──────── Given records

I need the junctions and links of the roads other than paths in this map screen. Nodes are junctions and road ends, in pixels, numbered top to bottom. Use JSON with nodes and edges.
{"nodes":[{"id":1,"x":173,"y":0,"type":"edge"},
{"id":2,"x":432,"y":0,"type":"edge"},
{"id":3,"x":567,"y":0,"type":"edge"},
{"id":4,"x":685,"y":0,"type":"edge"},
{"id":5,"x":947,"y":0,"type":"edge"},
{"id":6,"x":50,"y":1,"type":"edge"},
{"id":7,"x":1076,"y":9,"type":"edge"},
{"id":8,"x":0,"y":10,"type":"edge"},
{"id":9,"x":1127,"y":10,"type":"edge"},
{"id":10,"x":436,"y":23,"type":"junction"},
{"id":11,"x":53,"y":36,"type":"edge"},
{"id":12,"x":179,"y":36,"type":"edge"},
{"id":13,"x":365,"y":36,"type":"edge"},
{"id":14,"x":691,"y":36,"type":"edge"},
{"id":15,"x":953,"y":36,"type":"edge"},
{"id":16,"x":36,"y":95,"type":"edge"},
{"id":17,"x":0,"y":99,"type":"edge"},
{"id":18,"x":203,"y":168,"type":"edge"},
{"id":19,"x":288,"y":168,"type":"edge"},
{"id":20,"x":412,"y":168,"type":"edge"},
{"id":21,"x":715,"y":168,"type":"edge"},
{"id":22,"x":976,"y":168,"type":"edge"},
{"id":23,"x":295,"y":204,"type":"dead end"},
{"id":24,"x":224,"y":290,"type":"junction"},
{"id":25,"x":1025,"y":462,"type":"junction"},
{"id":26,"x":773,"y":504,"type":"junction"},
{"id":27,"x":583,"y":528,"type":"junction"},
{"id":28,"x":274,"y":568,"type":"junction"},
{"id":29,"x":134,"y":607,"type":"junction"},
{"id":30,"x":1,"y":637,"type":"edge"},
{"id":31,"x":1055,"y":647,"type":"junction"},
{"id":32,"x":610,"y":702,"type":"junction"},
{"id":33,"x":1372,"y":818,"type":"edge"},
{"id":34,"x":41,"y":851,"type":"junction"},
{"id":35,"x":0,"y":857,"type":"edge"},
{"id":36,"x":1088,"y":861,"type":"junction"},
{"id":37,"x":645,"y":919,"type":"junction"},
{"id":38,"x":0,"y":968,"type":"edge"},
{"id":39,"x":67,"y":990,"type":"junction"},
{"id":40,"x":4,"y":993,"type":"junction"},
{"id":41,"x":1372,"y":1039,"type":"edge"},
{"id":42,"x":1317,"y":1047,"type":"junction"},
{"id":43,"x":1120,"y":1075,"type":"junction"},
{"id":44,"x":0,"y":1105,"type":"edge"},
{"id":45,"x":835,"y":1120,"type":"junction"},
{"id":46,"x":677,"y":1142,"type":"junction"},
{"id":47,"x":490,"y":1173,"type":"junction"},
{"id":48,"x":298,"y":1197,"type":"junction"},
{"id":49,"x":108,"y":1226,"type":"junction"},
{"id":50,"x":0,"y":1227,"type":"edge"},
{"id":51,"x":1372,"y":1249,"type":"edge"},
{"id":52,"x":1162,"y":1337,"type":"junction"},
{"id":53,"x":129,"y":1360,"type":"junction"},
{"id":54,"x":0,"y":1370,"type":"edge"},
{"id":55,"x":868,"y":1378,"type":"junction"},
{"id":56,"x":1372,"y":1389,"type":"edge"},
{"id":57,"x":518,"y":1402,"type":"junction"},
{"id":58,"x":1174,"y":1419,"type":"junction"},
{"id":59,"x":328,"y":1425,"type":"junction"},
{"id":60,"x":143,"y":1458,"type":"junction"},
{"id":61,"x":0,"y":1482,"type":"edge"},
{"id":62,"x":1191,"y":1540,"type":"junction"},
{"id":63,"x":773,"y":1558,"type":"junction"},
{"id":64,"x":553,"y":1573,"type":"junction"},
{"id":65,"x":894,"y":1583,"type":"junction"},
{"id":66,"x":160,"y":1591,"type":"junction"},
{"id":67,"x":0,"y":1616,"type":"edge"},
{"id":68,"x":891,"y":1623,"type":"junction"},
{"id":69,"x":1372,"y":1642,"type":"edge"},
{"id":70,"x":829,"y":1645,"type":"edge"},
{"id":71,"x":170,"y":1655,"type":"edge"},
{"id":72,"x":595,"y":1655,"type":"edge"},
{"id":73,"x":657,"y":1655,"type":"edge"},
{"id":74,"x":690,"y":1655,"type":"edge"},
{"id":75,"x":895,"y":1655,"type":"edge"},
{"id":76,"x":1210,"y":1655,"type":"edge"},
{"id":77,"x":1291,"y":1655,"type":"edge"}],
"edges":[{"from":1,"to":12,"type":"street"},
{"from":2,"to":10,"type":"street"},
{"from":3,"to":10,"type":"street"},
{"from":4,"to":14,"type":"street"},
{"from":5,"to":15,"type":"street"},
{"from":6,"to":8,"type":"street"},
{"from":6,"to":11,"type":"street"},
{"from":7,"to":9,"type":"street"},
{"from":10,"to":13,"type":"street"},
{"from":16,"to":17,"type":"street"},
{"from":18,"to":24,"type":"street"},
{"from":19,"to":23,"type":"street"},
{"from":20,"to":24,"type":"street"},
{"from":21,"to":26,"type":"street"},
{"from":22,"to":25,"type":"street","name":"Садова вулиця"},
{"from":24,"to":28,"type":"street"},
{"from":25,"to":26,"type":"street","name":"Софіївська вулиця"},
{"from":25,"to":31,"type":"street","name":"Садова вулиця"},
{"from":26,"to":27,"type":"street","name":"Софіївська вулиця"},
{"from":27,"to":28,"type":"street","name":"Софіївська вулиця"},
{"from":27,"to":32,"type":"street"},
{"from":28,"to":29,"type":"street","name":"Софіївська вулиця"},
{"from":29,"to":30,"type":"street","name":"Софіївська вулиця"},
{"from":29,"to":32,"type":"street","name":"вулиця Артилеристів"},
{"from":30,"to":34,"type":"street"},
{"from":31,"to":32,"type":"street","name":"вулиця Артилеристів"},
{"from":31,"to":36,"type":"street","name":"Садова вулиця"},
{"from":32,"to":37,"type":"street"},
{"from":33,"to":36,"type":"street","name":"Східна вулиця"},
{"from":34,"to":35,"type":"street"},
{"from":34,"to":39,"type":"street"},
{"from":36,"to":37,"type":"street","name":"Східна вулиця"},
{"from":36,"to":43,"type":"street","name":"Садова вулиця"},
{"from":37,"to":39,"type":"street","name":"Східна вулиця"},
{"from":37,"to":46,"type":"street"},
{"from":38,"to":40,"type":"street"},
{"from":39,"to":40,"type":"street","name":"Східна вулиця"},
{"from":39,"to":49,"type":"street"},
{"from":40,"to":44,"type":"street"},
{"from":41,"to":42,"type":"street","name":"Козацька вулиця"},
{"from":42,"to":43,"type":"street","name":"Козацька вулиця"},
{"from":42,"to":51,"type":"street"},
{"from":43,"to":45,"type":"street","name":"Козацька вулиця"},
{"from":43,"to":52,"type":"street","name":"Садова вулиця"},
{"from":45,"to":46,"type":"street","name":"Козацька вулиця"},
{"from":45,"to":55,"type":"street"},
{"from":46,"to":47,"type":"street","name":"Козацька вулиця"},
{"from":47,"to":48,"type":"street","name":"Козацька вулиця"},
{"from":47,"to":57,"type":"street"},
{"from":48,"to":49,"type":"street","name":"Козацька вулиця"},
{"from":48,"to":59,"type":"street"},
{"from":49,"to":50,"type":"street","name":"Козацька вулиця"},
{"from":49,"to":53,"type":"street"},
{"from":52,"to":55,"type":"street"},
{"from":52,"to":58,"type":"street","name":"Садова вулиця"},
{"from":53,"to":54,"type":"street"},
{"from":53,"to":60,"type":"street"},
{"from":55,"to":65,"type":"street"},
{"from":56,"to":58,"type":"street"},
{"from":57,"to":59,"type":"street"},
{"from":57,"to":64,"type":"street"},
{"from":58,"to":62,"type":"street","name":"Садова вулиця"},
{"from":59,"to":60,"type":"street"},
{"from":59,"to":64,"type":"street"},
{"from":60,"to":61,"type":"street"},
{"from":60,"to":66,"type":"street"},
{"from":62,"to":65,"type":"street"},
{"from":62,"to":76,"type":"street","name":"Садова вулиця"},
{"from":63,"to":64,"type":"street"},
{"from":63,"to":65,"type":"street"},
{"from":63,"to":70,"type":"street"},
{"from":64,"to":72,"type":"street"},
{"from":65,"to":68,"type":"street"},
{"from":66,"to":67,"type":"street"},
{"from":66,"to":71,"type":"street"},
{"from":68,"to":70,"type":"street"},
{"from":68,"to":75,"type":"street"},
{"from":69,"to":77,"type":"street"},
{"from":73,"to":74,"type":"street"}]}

────────────────
──────── Given records

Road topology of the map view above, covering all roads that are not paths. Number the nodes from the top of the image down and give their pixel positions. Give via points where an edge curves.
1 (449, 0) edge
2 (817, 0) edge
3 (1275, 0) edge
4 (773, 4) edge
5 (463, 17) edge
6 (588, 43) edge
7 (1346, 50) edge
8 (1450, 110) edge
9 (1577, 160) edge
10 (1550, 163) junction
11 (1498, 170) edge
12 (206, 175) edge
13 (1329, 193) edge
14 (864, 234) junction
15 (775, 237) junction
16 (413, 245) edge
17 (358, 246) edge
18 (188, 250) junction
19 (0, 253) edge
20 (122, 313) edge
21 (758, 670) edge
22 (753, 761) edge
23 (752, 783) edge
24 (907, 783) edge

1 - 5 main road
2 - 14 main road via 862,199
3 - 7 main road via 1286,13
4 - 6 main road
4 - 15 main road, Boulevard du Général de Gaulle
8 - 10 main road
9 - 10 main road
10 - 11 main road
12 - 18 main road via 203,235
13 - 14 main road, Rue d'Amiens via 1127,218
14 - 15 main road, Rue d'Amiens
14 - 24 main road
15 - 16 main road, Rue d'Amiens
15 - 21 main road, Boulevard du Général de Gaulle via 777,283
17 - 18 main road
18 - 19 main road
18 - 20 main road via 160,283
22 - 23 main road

────────────────

Show the lines of the records that contain the word "Boulevard".

▶ **Result**:
4 - 15 main road, Boulevard du Général de Gaulle
15 - 21 main road, Boulevard du Général de Gaulle via 777,283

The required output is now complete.